William Loans You A Trailer

Your friend, the poet, William Fairbrother,
has lent you a trailer to camp in.

You arrive at a campsite but it feels as though

you’re living out of this trailer, maybe in Germany,
and not merely camping, as if on holiday or something.

There are several strange features about this trailer but you can’t remember what they are,

first, because you’re dreaming all this,
second, because you’re trying to remember details

after waking. Maybe it was the kinds of clothes it had in drawers, the kitchen utensils

or light switches, upholstery color, or that there was a fire-ring in the middle of the floor?
You arrive at the campground finally, but you have a hard time selecting a campsite

because it feels like you’re in a suburb or open farmland,

but the trees suggest a National Forest. Somehow you become separated from the trailer
and not sure how–either you walk or drive away in the car or truck

you pulled it with, you can’t remember. In any case, you’ve lost it.

You are filled with unease, not only because you’ve lost this trailer
and can’t find it, but because you’re afraid someone might

have stolen it and you should never have let that happen.

You are either walking around from campsite to campsite looking,
or driving, and part of the problem is there’s nothing remarkable about the car

because it’s yours,

and the campground roads are bumpy and connected by very uneven
terrain and you meet people you know, but barely, along the way–

maybe they’re relatives by birth or marriage, in fact.

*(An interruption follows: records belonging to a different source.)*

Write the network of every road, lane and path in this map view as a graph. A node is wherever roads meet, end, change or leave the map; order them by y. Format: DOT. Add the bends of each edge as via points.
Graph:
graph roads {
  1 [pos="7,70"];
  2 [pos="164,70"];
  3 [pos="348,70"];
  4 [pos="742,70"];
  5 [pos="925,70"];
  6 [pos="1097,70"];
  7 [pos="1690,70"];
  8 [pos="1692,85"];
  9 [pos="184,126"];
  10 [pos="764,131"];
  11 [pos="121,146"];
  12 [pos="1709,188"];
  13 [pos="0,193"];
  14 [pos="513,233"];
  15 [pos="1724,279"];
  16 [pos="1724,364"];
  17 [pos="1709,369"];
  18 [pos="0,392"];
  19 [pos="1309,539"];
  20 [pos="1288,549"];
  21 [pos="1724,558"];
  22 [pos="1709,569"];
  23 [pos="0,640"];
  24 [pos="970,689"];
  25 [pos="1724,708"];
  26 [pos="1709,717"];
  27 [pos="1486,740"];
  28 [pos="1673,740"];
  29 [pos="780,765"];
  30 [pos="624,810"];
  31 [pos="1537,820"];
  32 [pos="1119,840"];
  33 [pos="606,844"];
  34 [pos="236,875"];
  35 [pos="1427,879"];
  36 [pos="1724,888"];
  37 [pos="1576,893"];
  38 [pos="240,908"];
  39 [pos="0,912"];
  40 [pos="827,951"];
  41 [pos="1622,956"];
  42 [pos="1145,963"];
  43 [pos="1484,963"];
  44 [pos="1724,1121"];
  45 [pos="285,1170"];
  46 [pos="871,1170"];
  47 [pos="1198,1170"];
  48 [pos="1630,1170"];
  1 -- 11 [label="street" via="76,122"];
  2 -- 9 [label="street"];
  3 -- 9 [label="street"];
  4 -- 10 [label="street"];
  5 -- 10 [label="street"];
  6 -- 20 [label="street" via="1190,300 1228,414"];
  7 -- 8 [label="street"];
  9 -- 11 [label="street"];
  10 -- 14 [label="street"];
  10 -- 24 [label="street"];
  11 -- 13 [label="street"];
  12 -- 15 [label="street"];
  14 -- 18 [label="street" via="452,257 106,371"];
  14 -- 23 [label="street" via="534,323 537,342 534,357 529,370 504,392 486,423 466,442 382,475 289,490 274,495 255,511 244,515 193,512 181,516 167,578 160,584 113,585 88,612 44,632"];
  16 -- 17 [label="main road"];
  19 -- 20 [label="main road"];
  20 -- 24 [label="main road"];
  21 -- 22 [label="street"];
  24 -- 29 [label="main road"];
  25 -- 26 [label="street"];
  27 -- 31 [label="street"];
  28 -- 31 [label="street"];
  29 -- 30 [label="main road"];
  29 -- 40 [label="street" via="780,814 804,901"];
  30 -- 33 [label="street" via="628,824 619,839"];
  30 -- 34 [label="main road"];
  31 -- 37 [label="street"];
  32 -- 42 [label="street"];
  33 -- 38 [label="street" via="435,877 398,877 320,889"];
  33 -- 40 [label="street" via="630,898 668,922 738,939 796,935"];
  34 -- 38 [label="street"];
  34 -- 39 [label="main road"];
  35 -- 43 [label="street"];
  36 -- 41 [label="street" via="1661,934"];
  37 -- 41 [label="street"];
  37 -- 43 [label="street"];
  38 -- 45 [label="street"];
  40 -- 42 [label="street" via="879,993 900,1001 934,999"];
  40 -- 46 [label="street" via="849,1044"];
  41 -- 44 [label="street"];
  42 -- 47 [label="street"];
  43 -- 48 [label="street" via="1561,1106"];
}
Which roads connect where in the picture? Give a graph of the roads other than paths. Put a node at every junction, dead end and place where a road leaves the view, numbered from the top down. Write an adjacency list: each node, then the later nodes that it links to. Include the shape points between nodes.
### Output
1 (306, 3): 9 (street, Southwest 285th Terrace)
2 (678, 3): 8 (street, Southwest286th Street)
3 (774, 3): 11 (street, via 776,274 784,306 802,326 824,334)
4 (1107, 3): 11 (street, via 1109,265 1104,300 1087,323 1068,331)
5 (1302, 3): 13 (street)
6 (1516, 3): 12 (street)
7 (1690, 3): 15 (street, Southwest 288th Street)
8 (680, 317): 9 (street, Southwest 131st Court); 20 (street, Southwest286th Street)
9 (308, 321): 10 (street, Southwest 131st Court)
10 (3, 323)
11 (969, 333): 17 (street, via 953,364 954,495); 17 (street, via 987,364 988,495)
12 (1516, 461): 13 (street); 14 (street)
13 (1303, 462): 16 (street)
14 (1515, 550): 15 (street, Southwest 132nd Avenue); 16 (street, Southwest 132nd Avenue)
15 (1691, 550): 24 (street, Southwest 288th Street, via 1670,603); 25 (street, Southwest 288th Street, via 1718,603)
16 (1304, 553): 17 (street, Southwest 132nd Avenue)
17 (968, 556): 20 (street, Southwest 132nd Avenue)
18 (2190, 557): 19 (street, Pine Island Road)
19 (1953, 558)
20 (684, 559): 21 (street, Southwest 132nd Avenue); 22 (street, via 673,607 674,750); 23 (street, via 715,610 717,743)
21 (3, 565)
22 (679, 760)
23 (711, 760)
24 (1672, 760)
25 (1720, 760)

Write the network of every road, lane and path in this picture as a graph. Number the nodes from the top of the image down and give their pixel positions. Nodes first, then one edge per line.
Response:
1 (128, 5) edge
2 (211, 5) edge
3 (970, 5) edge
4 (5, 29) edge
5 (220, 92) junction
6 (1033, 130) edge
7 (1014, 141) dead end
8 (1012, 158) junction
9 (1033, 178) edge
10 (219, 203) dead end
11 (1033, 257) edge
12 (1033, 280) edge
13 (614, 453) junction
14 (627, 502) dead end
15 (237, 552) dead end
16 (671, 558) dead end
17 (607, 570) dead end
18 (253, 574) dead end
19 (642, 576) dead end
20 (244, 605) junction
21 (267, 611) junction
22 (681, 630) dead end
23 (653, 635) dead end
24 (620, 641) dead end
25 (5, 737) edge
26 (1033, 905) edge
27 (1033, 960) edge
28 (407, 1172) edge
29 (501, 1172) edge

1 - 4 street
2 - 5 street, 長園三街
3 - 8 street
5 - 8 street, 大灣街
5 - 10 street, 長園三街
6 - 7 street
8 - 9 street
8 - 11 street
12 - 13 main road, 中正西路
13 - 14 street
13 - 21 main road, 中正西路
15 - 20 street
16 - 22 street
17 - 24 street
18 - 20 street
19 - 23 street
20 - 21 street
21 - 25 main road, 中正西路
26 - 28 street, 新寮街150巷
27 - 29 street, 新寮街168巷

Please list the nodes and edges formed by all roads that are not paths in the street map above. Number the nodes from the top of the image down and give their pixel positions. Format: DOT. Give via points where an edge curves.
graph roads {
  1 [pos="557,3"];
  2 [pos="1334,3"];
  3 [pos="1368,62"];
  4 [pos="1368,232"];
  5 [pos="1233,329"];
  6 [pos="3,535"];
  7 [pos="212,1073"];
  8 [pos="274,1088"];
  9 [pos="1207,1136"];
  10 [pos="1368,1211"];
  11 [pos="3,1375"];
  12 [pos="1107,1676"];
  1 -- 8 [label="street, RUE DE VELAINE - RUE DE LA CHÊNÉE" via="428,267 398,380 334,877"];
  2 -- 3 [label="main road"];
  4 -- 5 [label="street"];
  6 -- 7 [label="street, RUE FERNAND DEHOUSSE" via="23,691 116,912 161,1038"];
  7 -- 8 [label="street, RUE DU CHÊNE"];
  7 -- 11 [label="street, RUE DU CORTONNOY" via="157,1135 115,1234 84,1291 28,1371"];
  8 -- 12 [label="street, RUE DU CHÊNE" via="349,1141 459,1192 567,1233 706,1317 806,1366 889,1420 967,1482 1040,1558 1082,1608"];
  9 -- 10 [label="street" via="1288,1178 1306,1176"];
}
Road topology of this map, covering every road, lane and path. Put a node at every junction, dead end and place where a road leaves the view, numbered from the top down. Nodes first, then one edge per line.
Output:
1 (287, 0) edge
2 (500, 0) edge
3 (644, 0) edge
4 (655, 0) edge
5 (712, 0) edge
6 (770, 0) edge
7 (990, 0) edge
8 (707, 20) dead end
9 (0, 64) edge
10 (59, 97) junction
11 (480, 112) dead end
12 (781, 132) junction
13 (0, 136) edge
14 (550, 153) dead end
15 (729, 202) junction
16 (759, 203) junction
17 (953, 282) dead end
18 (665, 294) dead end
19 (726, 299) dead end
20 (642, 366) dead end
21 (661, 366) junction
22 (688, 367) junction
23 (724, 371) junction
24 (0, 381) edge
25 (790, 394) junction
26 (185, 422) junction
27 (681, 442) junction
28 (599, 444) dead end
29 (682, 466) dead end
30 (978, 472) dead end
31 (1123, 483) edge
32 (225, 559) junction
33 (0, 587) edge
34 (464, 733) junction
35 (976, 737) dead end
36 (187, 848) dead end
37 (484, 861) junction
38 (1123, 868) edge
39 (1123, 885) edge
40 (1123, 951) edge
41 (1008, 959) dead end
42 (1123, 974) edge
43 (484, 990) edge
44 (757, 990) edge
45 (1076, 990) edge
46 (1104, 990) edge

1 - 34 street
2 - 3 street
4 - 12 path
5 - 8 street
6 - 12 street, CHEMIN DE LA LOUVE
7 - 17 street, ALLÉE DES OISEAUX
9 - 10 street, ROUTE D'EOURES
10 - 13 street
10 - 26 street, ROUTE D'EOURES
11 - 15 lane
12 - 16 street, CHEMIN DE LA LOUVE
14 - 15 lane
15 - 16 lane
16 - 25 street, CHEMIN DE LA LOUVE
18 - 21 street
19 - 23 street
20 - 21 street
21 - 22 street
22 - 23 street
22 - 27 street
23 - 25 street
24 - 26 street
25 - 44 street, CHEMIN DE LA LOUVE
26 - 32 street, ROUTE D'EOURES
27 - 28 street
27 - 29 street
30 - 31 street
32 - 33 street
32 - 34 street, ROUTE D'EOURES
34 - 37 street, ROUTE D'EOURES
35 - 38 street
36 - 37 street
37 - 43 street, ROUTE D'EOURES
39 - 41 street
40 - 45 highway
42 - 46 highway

At some point you either wake and go back to sleep
or for some reason the dream changes, and it feels like

you’ve been wandering looking for this trailer all night,

but then you find it. Even so, something doesn’t feel right
and you don’t get a sense of relief or release from it,

but wake up really tired, not knowing why any of this should matter,

but another friend suggests it may have something to do with poetry.

 

Dave Mehler and his wife live in Newberg, OR, where they own and run a coffeehouse. He edits the online journal, Triggerfish Critical Review, and his poetry chapbook, God Truck Nature was published in the anthology, Burning Gorgeous: 7 21st Century Poets.